Re: promotion related handling in pg_sync_replication_slots()

From: Amit Kapila <amit(dot)kapila16(at)gmail(dot)com>
To: shveta malik <shveta(dot)malik(at)gmail(dot)com>
Cc: pgsql-hackers <pgsql-hackers(at)postgresql(dot)org>, Bharath Rupireddy <bharath(dot)rupireddyforpostgres(at)gmail(dot)com>, "Zhijie Hou (Fujitsu)" <houzj(dot)fnst(at)fujitsu(dot)com>
Subject: Re: promotion related handling in pg_sync_replication_slots()
Date: 2024-04-06 06:19:19
Message-ID: CAA4eK1LiZdF9UAL0KTOCKt3rw1sU2cRrV+nwfjipbS2WZQwOCw@mail.gmail.com
Views: Raw Message | Whole Thread | Download mbox | Resend email
Thread:
Lists: pgsql-hackers

On Fri, Apr 5, 2024 at 10:31 AM shveta malik <shveta(dot)malik(at)gmail(dot)com> wrote:
>
> Please find v2. Changes are:
> 1) Rebased the patch as there was conflict due to recent commit 6f132ed.
> 2) Added an Assert in update_synced_slots_inactive_since() to ensure
> that the slot does not have active_pid.
> 3) Improved commit msg and comments.
>

Few comments:
==============
1.
void
SyncReplicationSlots(WalReceiverConn *wrconn)
{
+ /*
+ * Startup process signaled the slot sync to stop, so if meanwhile user
+ * has invoked slot sync SQL function, simply return.
+ */
+ SpinLockAcquire(&SlotSyncCtx->mutex);
+ if (SlotSyncCtx->stopSignaled)
+ {
+ ereport(LOG,
+ errmsg("skipping slot synchronization as slot sync shutdown is
signaled during promotion"));
+
+ SpinLockRelease(&SlotSyncCtx->mutex);
+ return;
+ }
+ SpinLockRelease(&SlotSyncCtx->mutex);

There is a race condition with this code.
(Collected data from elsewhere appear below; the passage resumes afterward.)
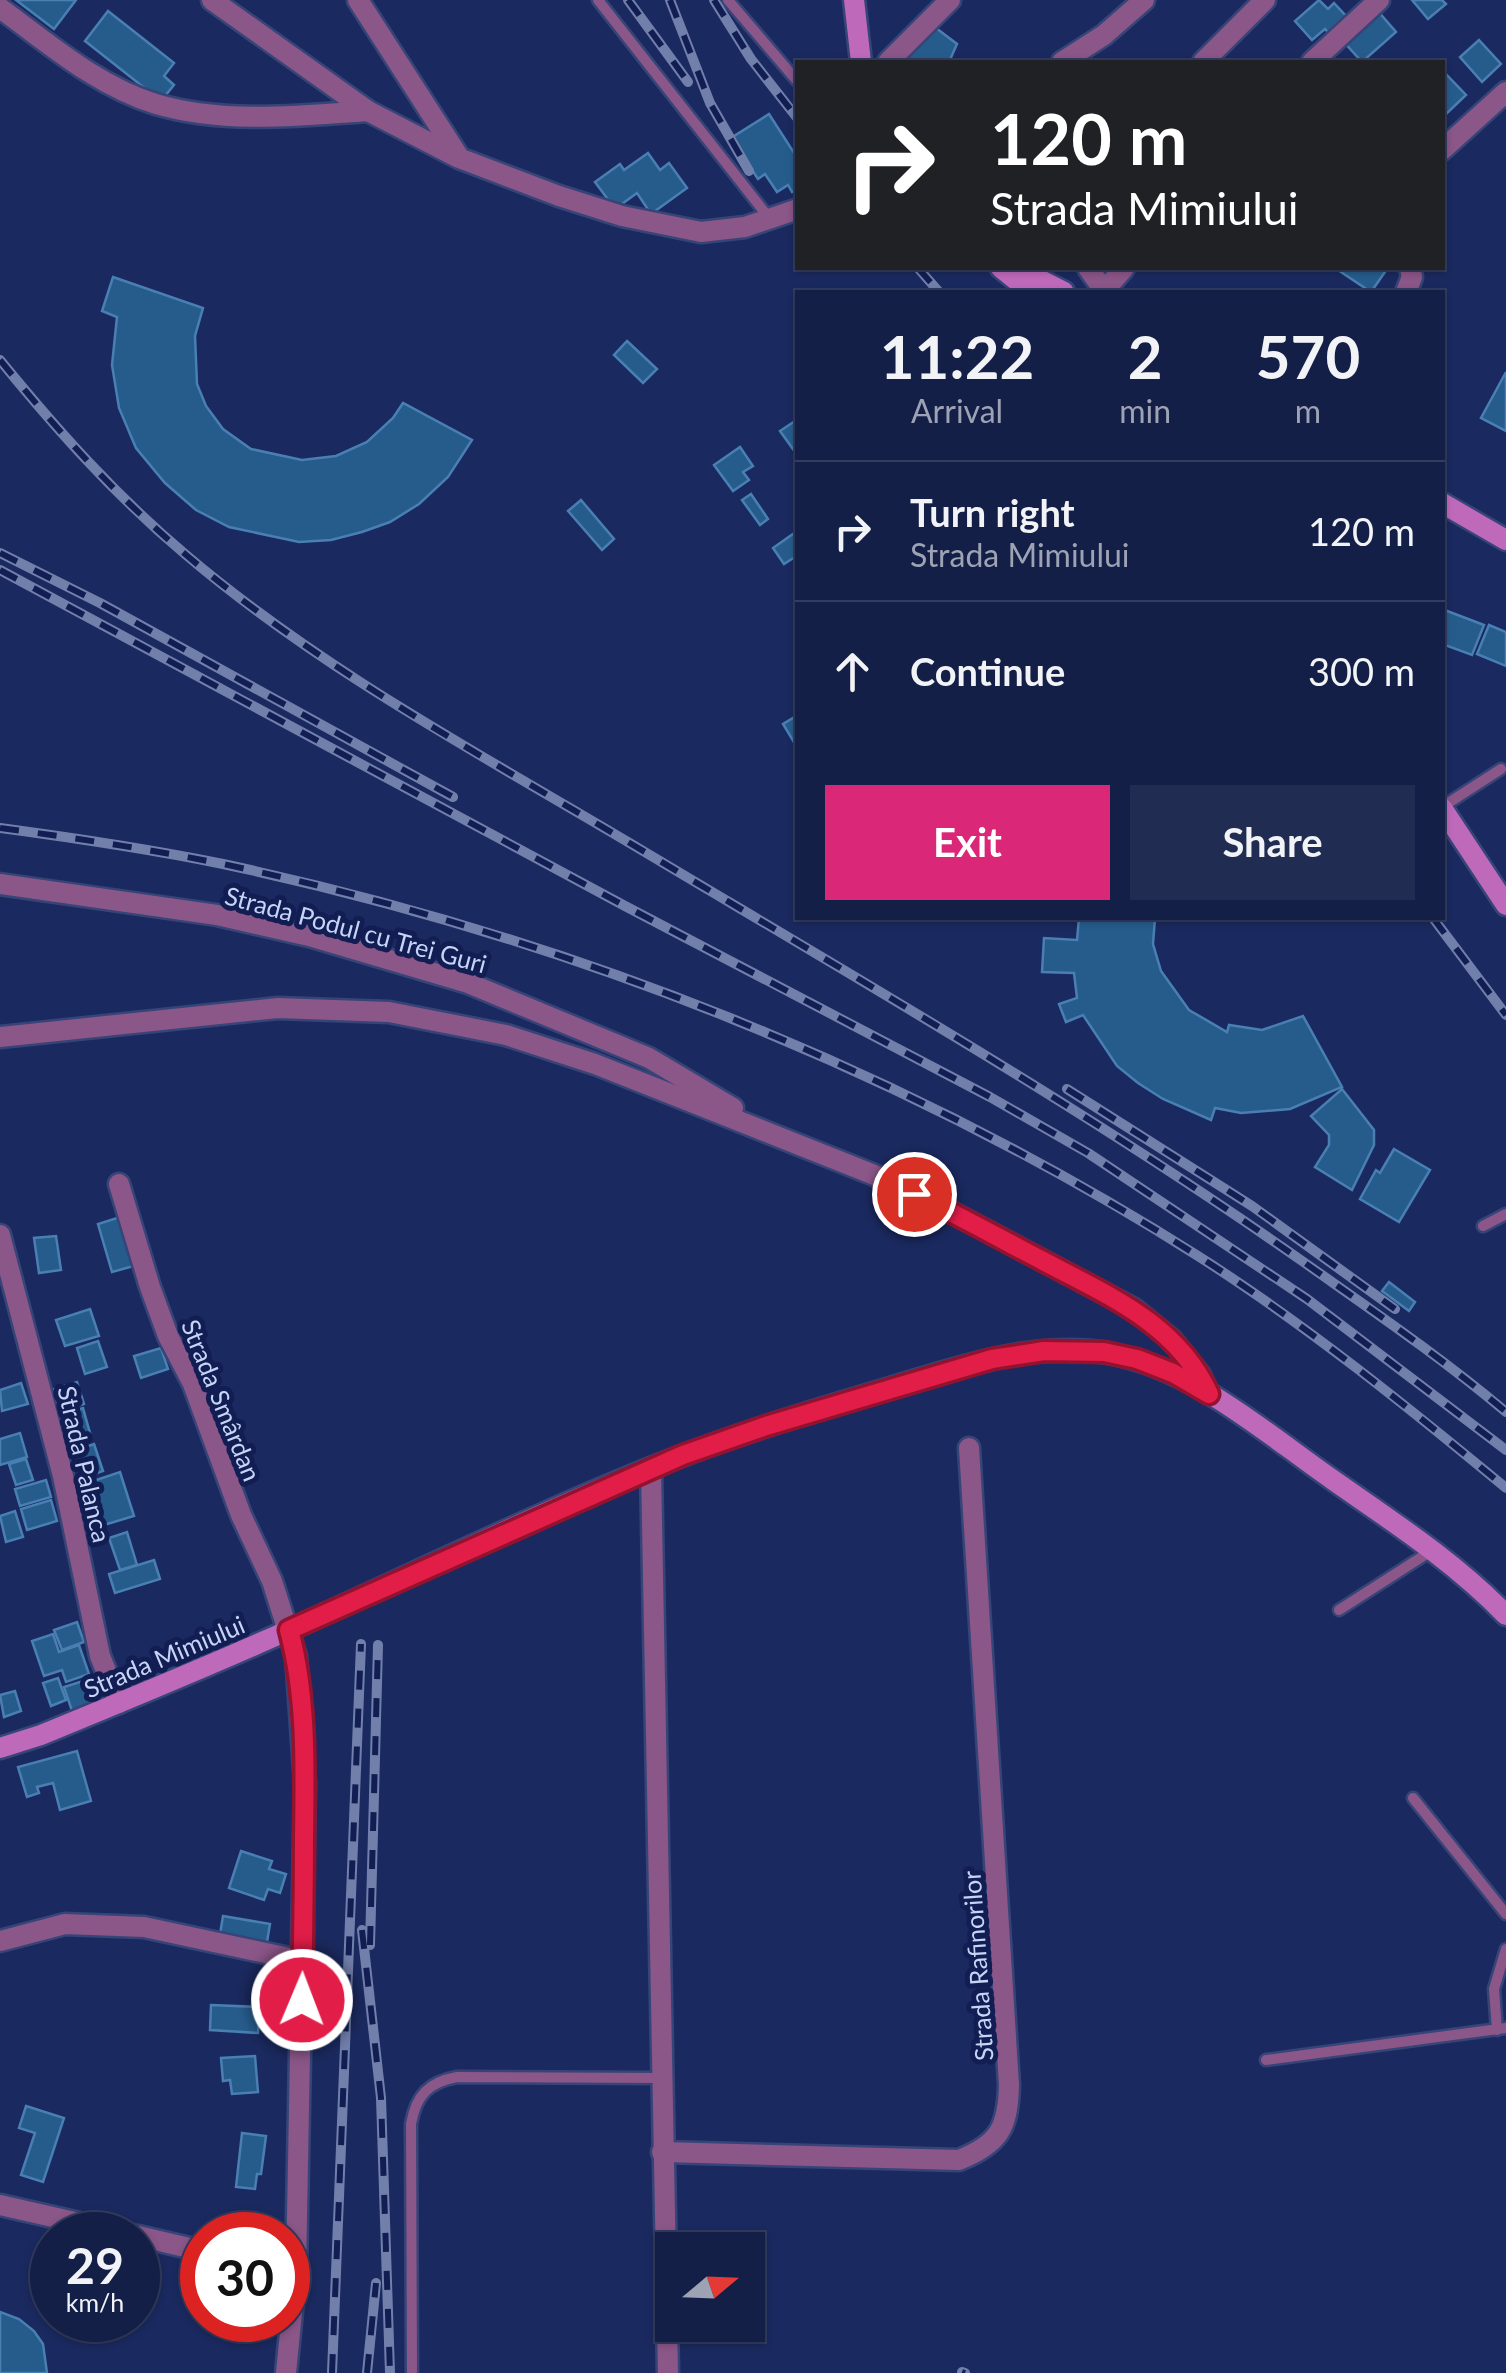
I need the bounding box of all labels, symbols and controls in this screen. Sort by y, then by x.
text: 120 m [990,96,1187,180]
icon: right [825,100,955,230]
text: Strada Mimiului [990,181,1299,235]
text: 11:22 [880,320,1034,392]
text: 2 [1128,320,1163,392]
text: 570 [1256,320,1360,392]
text: Arrival [911,391,1003,430]
text: min [1119,391,1171,430]
text: m [1295,391,1321,430]
text: Turn right [910,489,1075,535]
icon: right [825,504,880,559]
text: 120 m [1308,508,1415,554]
text: Strada Mimiului [910,535,1130,574]
icon: ahead [825,644,880,699]
text: Continue [910,648,1065,694]
text: 300 m [1308,648,1415,694]
button: Exit [825,785,1110,900]
button: Share [1130,785,1415,900]
street label: Strada Podul cu Trei Guri [222,880,490,978]
pin [872,1152,957,1237]
icon: arrive [887,1167,942,1222]
street label: Strada Smârdan [176,1315,268,1485]
street label: Strada Palanca [52,1383,118,1545]
street label: Strada Mimiului [79,1609,249,1703]
street label: Strada Rafinorilor [955,1870,999,2062]
position arrow [250,1948,354,2052]
speed limit sign: 30 [180,2212,310,2342]
north arrow [655,2232,765,2342]
map controls [655,2232,765,2342]
text: 29 [66,2235,124,2295]
text: km/h [66,2287,124,2317]

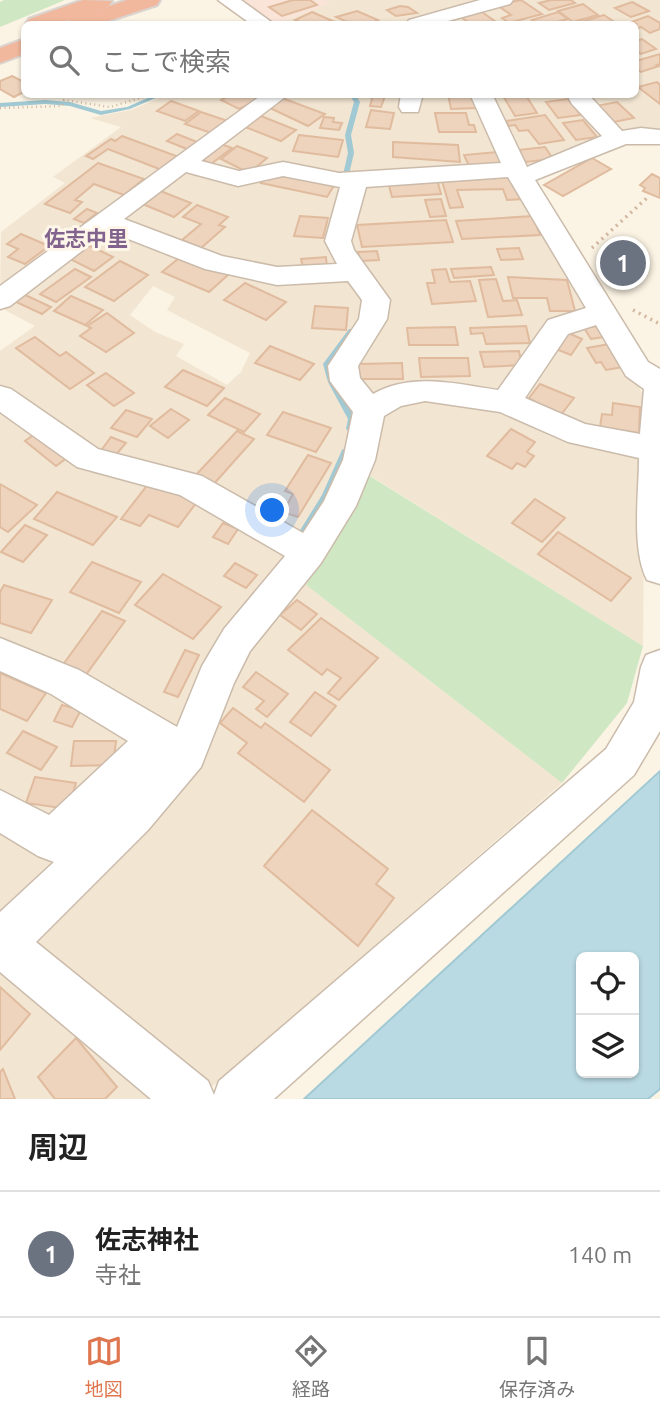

Say during promotion
ShutDownSlotSync() is just before setting this flag and the user has
invoked pg_sync_replication_slots() and passed this check but still
didn't set the SlotSyncCtx->syncing flag. So, now, the promotion would
recognize that there is slot sync going on in parallel, and slot sync
wouldn't know that the promotion is in progress.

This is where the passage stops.